**Work instructions**
Copy every line that contains the string "linejoin" from the entries below.

======== Data excerpts

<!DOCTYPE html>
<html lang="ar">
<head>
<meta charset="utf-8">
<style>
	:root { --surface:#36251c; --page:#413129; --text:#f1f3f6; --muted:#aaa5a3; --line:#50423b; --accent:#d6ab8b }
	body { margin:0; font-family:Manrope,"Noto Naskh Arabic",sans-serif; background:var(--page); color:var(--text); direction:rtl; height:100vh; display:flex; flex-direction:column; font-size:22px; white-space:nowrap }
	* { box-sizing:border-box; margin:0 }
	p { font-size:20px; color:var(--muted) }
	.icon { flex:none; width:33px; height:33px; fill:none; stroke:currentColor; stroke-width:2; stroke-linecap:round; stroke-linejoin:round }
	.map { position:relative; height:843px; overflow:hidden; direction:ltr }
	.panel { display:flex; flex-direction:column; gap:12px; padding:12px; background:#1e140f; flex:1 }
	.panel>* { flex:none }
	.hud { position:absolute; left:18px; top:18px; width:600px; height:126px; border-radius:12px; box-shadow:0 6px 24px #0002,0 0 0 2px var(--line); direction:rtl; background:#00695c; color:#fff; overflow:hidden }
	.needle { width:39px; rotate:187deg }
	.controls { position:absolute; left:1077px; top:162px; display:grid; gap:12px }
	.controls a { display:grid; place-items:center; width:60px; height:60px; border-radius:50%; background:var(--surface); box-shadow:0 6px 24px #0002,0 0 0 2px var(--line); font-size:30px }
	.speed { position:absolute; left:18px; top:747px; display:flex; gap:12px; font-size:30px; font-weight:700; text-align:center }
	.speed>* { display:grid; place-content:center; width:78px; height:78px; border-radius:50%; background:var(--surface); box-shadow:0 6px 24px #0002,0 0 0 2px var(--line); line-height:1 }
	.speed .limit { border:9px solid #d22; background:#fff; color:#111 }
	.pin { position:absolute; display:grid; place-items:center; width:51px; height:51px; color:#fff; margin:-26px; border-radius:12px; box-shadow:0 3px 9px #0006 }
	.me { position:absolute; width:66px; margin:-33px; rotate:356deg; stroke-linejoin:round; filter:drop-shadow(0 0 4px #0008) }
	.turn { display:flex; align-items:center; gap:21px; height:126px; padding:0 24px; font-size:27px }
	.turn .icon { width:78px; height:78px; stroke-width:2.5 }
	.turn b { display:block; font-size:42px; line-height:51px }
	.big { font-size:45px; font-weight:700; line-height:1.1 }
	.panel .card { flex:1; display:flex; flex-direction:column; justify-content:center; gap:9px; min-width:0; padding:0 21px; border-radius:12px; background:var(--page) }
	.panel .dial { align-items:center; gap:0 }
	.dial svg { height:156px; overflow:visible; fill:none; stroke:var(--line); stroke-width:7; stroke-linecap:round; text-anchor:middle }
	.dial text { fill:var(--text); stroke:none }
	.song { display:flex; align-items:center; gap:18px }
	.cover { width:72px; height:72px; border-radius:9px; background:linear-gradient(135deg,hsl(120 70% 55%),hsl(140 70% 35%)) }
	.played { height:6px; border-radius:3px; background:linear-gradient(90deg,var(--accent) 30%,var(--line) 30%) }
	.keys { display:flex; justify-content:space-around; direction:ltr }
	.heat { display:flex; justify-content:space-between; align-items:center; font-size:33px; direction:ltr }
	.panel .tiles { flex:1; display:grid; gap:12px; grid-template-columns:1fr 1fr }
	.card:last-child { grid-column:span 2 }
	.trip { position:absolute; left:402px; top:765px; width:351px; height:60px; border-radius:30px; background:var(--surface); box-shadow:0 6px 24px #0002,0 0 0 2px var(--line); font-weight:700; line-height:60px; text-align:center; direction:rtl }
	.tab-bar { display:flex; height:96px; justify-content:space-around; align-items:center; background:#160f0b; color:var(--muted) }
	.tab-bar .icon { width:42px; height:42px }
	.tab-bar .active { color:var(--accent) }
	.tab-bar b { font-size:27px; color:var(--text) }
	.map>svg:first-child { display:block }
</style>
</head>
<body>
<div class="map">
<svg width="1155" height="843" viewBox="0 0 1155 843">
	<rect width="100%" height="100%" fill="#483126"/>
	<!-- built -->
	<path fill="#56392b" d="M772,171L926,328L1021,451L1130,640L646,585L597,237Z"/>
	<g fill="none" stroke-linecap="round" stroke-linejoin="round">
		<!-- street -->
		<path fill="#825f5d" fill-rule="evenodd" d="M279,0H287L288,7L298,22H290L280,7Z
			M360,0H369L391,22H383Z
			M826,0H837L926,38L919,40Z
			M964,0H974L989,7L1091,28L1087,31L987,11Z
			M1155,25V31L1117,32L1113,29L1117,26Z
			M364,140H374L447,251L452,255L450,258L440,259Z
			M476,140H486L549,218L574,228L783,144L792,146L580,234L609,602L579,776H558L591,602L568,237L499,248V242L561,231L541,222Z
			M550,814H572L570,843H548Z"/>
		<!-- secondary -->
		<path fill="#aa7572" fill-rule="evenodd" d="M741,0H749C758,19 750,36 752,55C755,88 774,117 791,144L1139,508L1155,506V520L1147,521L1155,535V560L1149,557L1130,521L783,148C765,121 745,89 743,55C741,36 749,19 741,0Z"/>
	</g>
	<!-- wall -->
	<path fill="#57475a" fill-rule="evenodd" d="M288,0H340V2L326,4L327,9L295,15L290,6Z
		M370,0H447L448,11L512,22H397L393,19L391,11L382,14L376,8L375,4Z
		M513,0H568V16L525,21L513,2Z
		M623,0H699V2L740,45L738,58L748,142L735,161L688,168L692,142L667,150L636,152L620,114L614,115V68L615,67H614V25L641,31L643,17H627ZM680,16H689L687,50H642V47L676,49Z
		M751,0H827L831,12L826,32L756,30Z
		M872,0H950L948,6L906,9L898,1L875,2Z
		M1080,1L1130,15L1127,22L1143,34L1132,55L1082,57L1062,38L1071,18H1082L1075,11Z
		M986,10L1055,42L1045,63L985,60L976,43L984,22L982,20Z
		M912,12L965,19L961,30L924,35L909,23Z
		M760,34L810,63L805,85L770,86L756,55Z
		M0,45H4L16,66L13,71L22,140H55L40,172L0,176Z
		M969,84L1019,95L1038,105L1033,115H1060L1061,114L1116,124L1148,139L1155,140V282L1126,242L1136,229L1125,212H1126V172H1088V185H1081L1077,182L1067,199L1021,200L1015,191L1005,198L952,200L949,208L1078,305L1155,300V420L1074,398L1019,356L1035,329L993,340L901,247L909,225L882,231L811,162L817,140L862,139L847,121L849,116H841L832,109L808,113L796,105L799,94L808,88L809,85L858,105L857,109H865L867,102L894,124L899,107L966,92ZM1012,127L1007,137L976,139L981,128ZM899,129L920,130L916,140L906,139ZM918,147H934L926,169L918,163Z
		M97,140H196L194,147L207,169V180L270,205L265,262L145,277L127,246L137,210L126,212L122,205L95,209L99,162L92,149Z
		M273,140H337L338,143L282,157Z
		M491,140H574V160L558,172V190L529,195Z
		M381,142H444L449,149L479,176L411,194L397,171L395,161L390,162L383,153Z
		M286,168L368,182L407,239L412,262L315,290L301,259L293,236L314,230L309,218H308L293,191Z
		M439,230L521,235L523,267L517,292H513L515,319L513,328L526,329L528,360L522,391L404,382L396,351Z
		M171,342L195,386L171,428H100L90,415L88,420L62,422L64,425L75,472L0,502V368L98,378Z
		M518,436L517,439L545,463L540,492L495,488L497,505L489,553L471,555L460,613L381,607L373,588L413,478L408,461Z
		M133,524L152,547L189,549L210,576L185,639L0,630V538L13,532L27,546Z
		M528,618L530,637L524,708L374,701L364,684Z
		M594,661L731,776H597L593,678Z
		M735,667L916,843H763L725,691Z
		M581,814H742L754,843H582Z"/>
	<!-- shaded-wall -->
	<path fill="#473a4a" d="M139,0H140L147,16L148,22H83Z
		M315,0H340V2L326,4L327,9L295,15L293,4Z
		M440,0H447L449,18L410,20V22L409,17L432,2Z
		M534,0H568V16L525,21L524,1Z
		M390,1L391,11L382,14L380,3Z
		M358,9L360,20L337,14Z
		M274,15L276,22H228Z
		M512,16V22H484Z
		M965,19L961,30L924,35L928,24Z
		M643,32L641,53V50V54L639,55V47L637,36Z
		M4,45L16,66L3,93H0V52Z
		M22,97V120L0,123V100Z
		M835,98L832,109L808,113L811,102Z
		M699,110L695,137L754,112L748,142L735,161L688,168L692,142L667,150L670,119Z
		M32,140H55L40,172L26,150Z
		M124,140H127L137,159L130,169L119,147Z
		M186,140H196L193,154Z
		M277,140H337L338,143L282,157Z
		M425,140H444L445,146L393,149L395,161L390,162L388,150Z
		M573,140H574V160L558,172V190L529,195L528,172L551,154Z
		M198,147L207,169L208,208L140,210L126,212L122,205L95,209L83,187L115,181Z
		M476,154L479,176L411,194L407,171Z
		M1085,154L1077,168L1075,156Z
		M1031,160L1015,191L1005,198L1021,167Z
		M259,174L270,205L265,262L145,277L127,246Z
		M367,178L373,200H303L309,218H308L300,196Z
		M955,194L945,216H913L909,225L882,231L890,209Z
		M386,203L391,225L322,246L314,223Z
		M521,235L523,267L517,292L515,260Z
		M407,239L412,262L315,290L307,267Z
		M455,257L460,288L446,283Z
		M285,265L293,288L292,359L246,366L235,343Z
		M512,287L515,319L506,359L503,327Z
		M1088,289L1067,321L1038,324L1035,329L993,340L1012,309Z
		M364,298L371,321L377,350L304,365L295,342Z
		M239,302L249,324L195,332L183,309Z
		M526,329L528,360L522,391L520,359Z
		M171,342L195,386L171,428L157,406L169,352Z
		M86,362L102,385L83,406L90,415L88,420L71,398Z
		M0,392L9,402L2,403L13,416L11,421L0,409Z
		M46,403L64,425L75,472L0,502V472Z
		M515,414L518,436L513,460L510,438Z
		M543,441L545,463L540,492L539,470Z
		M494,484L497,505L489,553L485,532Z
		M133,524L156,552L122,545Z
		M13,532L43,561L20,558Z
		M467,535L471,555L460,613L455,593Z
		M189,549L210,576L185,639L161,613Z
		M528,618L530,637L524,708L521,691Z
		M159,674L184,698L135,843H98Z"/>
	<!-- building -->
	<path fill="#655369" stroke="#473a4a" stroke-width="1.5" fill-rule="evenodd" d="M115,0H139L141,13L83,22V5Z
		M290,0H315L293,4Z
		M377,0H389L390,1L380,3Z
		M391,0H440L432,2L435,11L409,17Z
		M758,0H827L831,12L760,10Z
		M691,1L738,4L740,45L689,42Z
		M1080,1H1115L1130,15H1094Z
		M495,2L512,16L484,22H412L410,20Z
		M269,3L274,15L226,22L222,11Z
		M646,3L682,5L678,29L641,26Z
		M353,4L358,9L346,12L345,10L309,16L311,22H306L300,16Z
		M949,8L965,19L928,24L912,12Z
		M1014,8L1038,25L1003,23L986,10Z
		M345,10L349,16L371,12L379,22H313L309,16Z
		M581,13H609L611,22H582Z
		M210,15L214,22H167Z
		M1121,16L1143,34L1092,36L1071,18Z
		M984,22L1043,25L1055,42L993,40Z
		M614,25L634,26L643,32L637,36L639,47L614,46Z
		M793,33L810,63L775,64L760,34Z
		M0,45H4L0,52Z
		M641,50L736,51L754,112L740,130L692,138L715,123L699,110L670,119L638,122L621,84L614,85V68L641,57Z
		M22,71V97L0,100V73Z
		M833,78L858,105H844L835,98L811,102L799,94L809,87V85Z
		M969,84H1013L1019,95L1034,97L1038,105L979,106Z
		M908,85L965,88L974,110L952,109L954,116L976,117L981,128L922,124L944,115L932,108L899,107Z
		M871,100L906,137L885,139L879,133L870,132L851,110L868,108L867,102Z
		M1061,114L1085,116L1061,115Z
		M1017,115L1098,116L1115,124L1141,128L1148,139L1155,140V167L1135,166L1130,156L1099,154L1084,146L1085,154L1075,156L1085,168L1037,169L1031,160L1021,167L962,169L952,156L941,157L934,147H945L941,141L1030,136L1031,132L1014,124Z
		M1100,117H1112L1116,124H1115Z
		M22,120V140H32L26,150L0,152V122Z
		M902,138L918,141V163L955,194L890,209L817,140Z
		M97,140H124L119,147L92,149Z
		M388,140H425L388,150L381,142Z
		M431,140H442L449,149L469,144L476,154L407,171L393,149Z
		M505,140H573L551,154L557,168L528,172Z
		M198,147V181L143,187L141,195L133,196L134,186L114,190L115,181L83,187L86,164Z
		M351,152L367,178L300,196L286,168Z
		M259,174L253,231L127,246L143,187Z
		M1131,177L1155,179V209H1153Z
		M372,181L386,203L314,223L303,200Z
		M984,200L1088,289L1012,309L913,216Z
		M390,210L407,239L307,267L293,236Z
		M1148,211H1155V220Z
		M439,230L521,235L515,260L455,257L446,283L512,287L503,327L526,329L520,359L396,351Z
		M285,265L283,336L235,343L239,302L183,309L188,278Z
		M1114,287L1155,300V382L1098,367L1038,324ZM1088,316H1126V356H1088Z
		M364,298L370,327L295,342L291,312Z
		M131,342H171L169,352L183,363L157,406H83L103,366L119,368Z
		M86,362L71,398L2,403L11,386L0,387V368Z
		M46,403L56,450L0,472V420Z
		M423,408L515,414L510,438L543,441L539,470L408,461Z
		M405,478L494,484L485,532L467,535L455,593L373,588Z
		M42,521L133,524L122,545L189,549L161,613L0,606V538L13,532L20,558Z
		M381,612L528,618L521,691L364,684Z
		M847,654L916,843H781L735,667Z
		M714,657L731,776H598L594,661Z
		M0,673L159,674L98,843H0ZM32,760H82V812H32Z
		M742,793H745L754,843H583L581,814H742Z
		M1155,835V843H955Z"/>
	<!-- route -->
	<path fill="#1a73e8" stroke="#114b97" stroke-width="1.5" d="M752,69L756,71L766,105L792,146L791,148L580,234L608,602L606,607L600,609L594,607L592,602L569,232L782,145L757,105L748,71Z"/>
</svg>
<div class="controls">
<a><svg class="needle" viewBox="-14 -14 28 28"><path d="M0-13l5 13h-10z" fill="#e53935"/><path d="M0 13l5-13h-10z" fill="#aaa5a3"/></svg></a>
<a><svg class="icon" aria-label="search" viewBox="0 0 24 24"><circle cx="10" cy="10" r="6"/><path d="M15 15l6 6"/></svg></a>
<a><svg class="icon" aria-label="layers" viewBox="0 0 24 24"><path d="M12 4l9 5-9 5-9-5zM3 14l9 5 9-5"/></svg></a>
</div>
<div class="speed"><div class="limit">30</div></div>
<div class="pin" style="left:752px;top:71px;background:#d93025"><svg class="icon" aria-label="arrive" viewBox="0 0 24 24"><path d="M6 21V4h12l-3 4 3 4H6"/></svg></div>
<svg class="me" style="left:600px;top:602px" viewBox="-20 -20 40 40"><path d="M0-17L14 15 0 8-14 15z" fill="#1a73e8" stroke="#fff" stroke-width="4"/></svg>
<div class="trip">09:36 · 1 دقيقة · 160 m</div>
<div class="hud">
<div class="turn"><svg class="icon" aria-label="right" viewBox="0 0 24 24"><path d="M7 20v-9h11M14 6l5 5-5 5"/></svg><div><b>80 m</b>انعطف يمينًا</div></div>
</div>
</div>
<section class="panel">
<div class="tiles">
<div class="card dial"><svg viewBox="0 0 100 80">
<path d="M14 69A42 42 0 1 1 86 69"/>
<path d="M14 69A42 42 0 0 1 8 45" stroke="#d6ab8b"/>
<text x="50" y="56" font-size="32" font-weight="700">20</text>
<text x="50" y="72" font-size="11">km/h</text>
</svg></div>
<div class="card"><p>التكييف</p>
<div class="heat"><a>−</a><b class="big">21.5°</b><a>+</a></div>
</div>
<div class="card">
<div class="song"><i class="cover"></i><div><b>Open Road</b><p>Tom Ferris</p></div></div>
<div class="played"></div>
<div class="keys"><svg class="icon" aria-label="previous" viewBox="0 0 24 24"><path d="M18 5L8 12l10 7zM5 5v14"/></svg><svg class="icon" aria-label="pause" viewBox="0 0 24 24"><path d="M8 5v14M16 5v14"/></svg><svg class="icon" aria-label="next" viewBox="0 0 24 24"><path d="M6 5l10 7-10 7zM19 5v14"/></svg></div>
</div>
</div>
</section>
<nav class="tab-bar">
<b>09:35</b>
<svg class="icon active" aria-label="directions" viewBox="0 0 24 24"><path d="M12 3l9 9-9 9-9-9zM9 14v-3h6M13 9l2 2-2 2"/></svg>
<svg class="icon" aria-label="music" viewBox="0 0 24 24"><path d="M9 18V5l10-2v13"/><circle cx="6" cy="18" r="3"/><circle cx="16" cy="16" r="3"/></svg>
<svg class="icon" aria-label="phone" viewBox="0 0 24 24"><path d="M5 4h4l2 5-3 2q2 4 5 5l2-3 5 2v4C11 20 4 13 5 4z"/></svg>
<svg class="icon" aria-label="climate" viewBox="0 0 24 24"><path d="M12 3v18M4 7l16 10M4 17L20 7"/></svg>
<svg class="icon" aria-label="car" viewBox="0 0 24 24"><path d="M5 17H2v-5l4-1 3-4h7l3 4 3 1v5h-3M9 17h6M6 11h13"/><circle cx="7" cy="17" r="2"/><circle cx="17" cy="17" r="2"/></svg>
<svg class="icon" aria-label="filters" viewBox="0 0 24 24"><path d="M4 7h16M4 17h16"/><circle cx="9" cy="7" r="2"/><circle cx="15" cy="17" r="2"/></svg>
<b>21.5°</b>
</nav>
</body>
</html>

================

**Response below**
	.icon { flex:none; width:33px; height:33px; fill:none; stroke:currentColor; stroke-width:2; stroke-linecap:round; stroke-linejoin:round }
	.me { position:absolute; width:66px; margin:-33px; rotate:356deg; stroke-linejoin:round; filter:drop-shadow(0 0 4px #0008) }
	<g fill="none" stroke-linecap="round" stroke-linejoin="round">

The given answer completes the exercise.